Las armas del Gobierno contra el referéndum

Mariano Rajoy.
Mariano Rajoy. / Mariscal (Efe)

Las sanciones a funcionarios o la suspensión de cargos públicos por parte del Constitucional son medidas más suaves que la aplicación del artículo 155 de la Constitución

COLPISA / AFP

Preocupado por su imagen pero también firme, el Gobierno ha prometido "proporcionalidad" ante el referéndum de secesión anunciado para el 1 de octubre en Cataluña, declarado anticonstitucional por la justicia.

Madrid ha pedido este miércoles al Tribunal Constitucional que anule la votación en el Parlamento catalán de la ley que debe permitir convocar el referéndum. El alto tribunal se reunirá el jueves para examinar el recurso.

En paralelo, la Fiscalía ha anunciado que se va a querellar "por desobediencia" contra la presidenta del Parlamento catalán, Carme Forcadell, y otros responsables de la cámara, por permitir que se tramite la ley.

Para impedir la celebración efectiva del referéndum, el ejecutivo español dispone de varias armas legales:

Los funcionarios que ayuden a organizar el referéndum se exponen a sanciones. Según Yolanda Gómez, catedrática de Derecho Constitucional de la Universidad a Distancia (UNED), se trataría de sanciones disciplinarias, como "la suspensión temporal de empleo y sueldo".

Dicha medida podría aplicarse, por ejemplo, a directores de instituto o rectores de universidad que abran el 1 de octubre sus locales para que sean usados como centros de votación.

Dependiendo de la gravedad de la infracción cometida, se podría llegar a la vía penal, que permite imputar a funcionarios o cargos políticos por "desobediencia" e incluso en los casos más graves por "rebelión".

En estos casos, los encausados podrían tener incluso que responder con su propio patrimonio, si la justicia estima que se han desviado caudales públicos para la consulta.

El Tribunal Constitucional español puede multar e incluso suspender de sus funciones a "las autoridades o empleados públicos" que incumplan sus resoluciones.

En caso de activarse, apuntaría a altos cargos catalanes como por ejemplo el presidente del Govern, Carles Puigdemont, o la presidenta del Parlamento, Carme Forcadell.

Adelantándose a los acontecimientos, ésta ha tomado ya la iniciativa de pedir la recusación de los miembros del TC, para tratar de paralizar sus posibles sanciones o al menos retrasarlas.

Adela Asua, hasta hace poco vicepresidenta del Constitucional, advirtió en declaraciones a la SER que este escenario puede llevar a una "escalada de suspensiones" de cargos públicos, por lo que el Tribunal deberá "valorar y sopesar" muy bien lo que hace.

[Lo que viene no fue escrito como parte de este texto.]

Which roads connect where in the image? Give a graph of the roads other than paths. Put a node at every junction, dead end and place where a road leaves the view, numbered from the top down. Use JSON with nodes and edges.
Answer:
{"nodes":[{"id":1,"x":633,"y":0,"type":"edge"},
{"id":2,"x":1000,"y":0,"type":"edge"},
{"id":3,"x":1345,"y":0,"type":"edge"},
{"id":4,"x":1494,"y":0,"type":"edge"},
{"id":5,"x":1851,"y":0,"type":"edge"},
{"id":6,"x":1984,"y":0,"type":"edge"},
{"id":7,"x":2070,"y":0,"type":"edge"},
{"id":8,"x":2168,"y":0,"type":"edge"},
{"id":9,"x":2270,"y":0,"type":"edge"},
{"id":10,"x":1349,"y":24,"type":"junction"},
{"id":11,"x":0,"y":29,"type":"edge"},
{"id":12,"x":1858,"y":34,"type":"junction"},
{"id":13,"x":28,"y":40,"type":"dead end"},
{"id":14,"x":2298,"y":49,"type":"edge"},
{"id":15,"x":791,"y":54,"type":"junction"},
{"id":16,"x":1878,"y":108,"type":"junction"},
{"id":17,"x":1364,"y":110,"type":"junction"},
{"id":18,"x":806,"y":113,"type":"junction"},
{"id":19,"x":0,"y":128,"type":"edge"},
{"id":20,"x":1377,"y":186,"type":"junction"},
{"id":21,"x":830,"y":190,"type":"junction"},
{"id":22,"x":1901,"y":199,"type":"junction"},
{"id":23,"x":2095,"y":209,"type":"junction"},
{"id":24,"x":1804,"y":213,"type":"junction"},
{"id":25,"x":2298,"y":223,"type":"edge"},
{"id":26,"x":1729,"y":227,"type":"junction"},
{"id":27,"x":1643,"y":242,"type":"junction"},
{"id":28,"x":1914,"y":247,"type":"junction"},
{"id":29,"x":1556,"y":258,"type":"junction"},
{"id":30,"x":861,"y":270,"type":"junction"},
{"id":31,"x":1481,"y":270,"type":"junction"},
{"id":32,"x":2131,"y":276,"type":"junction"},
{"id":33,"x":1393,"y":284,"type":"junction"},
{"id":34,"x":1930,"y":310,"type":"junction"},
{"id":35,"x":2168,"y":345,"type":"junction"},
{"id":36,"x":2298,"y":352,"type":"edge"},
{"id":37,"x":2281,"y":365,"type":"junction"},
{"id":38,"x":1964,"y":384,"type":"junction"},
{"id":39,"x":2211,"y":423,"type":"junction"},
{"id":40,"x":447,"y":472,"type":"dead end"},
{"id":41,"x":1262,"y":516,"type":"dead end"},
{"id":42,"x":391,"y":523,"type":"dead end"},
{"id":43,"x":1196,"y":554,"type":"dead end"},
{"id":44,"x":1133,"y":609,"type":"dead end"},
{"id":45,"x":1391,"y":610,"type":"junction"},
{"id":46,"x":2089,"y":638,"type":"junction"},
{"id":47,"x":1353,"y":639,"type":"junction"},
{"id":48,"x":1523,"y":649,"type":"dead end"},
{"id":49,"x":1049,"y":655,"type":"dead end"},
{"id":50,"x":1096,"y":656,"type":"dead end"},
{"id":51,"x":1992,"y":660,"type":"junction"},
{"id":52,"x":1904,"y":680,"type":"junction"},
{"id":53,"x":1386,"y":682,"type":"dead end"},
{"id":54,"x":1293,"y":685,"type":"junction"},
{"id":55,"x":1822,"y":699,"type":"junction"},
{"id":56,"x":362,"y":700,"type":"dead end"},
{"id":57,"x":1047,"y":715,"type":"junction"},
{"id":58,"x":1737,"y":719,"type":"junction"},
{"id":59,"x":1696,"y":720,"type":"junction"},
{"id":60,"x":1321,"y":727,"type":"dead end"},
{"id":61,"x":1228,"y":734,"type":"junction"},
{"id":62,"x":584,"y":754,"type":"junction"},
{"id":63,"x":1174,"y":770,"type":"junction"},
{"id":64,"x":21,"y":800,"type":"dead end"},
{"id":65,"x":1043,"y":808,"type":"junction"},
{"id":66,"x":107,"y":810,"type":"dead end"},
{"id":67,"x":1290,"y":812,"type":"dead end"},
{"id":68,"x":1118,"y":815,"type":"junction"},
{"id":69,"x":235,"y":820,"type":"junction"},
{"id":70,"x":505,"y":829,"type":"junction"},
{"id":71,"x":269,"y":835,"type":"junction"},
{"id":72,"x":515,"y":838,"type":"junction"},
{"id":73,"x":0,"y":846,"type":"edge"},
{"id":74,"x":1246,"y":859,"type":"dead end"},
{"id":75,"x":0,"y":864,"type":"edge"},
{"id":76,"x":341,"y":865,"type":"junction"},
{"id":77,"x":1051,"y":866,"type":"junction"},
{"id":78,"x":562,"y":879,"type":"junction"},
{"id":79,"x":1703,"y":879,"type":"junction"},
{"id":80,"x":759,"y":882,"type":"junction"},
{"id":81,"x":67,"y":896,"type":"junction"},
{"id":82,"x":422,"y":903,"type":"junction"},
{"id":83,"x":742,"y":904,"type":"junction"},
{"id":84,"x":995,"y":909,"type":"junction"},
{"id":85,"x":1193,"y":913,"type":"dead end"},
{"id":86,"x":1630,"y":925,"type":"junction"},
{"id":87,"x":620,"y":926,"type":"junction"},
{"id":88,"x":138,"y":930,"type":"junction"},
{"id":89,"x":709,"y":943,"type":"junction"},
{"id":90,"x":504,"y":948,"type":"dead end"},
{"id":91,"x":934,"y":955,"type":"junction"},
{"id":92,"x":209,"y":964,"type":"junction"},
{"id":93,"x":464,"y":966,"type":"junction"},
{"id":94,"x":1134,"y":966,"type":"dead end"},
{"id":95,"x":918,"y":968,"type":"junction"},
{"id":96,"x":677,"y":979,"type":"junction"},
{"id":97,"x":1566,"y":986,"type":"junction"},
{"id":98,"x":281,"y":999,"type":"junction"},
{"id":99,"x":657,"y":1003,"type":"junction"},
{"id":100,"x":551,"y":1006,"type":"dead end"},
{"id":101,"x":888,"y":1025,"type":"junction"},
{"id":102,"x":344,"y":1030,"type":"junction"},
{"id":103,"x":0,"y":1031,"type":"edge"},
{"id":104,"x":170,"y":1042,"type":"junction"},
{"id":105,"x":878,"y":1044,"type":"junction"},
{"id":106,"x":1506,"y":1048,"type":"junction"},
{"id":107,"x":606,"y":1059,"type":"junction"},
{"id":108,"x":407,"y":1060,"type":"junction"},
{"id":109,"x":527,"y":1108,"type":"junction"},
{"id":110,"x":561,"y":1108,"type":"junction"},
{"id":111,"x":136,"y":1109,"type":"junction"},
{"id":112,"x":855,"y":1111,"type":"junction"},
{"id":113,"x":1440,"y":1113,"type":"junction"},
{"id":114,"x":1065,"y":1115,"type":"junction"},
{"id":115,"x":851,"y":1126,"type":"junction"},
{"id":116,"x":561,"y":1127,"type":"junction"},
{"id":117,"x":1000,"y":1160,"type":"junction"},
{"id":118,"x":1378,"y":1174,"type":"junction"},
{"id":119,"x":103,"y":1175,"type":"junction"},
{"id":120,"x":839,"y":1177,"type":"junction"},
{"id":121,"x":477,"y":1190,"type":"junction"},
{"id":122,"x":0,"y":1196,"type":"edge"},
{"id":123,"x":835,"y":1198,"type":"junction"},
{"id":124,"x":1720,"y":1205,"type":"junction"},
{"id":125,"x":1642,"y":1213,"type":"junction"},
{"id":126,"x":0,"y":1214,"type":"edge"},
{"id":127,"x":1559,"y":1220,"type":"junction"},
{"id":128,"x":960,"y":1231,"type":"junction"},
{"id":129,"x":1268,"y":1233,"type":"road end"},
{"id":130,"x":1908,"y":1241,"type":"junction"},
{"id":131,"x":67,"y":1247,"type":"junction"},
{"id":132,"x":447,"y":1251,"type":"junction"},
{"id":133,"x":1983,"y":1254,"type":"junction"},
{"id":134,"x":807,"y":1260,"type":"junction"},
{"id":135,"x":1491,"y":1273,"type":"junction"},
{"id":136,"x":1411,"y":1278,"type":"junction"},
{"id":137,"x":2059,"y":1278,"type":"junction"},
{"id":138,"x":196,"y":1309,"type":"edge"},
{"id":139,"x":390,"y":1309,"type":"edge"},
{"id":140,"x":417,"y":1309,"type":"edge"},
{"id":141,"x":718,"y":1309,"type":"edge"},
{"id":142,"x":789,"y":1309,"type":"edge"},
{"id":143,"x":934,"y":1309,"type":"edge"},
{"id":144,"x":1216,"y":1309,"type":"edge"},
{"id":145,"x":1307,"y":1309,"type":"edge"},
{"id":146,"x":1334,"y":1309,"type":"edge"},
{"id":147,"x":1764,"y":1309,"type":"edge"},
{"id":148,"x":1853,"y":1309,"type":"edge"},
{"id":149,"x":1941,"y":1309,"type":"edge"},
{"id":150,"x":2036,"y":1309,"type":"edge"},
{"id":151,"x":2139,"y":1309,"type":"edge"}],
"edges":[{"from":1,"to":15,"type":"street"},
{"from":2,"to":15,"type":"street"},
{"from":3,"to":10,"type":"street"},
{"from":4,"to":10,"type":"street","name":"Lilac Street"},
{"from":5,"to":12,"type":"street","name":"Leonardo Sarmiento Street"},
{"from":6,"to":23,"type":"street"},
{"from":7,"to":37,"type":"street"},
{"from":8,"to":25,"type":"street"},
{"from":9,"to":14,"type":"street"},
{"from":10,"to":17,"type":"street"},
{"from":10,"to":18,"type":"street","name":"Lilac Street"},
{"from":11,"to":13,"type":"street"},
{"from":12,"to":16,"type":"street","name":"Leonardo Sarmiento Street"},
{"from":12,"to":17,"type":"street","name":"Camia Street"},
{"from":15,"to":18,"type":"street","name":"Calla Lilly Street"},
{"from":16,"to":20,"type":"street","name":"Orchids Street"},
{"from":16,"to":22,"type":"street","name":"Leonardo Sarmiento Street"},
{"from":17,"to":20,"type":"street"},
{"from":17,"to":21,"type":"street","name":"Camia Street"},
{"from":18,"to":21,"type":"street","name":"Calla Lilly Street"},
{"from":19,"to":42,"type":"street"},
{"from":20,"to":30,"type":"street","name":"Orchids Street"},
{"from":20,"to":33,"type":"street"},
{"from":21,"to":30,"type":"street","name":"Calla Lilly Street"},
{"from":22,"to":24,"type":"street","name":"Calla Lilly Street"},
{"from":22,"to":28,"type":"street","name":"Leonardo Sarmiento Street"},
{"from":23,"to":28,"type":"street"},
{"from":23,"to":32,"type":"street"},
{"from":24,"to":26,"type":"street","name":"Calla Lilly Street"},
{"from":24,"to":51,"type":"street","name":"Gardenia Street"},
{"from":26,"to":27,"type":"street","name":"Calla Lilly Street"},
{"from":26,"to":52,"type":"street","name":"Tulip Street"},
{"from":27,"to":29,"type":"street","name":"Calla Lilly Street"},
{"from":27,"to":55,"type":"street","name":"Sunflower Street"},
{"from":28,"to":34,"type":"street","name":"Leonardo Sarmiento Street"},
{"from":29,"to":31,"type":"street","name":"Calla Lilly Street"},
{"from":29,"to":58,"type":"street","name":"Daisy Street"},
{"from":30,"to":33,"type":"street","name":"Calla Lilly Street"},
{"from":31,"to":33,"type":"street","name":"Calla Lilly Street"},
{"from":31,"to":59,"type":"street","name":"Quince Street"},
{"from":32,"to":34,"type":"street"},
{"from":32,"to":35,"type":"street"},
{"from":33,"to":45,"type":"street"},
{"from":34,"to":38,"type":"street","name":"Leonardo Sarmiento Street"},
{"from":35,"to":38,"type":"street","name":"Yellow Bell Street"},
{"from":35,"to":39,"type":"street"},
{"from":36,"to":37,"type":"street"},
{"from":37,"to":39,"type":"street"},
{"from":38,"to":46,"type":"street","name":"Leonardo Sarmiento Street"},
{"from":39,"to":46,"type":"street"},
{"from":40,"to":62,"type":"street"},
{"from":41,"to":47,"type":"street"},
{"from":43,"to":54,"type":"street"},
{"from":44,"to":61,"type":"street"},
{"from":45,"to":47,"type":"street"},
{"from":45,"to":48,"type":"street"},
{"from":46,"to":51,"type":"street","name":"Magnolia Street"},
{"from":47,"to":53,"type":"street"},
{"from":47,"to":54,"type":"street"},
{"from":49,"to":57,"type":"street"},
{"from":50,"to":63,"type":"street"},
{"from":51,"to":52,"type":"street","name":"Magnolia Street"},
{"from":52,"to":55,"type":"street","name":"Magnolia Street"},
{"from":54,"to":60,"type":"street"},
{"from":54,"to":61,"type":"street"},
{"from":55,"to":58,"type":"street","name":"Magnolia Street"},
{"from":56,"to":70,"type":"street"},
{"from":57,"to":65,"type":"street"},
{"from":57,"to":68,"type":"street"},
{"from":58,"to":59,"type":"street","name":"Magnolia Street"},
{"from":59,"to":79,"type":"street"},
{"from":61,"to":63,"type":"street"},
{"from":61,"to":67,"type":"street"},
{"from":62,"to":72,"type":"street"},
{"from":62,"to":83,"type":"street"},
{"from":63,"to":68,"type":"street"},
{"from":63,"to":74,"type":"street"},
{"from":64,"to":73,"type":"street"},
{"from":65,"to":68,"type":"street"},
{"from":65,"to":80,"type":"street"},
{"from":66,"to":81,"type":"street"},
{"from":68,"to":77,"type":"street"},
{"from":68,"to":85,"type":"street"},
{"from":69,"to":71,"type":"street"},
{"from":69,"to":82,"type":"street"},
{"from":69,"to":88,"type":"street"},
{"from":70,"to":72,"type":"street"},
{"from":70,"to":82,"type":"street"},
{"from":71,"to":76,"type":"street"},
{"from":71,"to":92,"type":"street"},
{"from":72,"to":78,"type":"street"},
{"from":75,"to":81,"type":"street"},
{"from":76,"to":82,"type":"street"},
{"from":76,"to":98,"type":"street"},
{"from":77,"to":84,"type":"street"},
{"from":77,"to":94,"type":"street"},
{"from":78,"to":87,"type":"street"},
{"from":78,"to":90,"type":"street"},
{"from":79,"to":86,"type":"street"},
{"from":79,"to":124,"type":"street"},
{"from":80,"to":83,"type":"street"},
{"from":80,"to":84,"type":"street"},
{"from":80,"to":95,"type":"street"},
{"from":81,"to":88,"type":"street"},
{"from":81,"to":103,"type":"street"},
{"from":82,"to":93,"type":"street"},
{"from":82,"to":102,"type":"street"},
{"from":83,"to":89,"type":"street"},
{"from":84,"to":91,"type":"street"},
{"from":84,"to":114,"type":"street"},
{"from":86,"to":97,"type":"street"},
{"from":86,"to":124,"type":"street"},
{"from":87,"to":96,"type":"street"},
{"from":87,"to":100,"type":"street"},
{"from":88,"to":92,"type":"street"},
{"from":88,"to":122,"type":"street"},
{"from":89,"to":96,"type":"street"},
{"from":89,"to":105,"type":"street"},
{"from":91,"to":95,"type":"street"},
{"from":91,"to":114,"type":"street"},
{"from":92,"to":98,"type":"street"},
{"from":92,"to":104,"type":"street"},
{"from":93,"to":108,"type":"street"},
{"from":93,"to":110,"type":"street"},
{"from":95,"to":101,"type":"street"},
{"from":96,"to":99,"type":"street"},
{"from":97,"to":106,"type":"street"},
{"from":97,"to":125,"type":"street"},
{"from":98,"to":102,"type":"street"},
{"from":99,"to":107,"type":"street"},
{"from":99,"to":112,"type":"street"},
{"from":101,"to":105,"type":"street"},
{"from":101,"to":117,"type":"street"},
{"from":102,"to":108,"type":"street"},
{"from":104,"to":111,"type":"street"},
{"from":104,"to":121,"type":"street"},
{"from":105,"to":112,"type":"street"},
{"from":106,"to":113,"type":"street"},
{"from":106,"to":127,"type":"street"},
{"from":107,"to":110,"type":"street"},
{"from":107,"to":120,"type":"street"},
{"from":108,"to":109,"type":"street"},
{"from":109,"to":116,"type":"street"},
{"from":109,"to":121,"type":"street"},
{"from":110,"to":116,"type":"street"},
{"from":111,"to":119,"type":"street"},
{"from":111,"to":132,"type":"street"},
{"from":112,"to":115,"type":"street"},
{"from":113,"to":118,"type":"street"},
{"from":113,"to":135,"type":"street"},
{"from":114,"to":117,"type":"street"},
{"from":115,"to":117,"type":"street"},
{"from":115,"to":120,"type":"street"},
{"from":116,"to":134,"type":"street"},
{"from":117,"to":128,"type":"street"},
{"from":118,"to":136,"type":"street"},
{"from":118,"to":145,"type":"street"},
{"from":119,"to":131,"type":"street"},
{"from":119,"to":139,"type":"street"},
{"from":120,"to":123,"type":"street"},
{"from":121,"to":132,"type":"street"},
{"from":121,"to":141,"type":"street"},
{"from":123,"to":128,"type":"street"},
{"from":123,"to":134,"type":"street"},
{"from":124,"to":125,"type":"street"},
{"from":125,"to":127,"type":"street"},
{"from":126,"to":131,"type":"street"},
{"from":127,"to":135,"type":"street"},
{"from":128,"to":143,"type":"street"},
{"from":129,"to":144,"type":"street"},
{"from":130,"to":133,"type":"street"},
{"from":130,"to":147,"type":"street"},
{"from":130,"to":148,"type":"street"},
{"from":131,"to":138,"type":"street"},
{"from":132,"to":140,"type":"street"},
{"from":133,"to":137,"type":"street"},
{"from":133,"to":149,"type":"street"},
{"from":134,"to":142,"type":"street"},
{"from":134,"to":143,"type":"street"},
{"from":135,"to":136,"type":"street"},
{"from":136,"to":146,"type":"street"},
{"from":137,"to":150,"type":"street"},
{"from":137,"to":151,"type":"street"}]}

Una ley promulgada en 2015 permite al gobierno declarar por decreto una "situación de interés para la Seguridad Nacional", en un territorio definido y de manera temporal.

Mariano Rajoy justificó en su momento la llamada Ley de Seguridad Nacional, aseverando que "la legislación padecía de un vacío normativo: entre las crisis habituales y los estados de alarma, excepción y sitio".

En estos casos, el texto permite nombrar "una autoridad funcional", con "competencias para dirigir y coordinar las actuaciones que procedan" a fin de remediar la crisis.

Así, el dispositivo le daría por ejemplo al Gobierno el poder de controlar de manera directa y temporal a la policía catalana, los Mossos d'Esquadra.

Según Yolanda Gómez, el gobierno español podría "sobreponer en la cadena de mando de los Mossos a un civil que no sea el consejero de Interior catalán", el independentista Joaquim Forn, sino el ministro del Interior, Juan Ignacio Zoido.

A partir de ahí, se puede por ejemplo "mandar a la policía local y autonómica con la orden expresa de cerrar un lugar donde se está votando". Pero en cualquier caso, "lo que no va a hacer el Gobierno central es actuar por la fuerza, sino cargarse de razones jurídicas", señala la jurista.

La ventaja de dicha medida es que además es "rapidísima", explica Yolanda Gómez, ya que el consejo de ministros puede actuar "en horas".

La medida más extrema sería la aplicación del artículo 155 de la Carta Magna española. Permite al Gobierno central "adoptar las medidas necesarias" en una región determinada, y someterla al "cumplimiento forzoso" de las obligaciones establecidas por la Constitución "u otras leyes".

La puesta en marcha de esta medida no es tan rápida como las anteriores, ya que le exige al Gobierno dos trámites previos: un requerimiento al presidente de la región, y "en el caso de no ser atendido", recabar el apoyo "por mayoría absoluta del Senado".

Es la medida más impopular y arriesgada a nivel político, ya que "siempre se ha considerado que es desposeer a una comunidad autónoma de sus legítimos poderes", apunta Yolanda Gómez.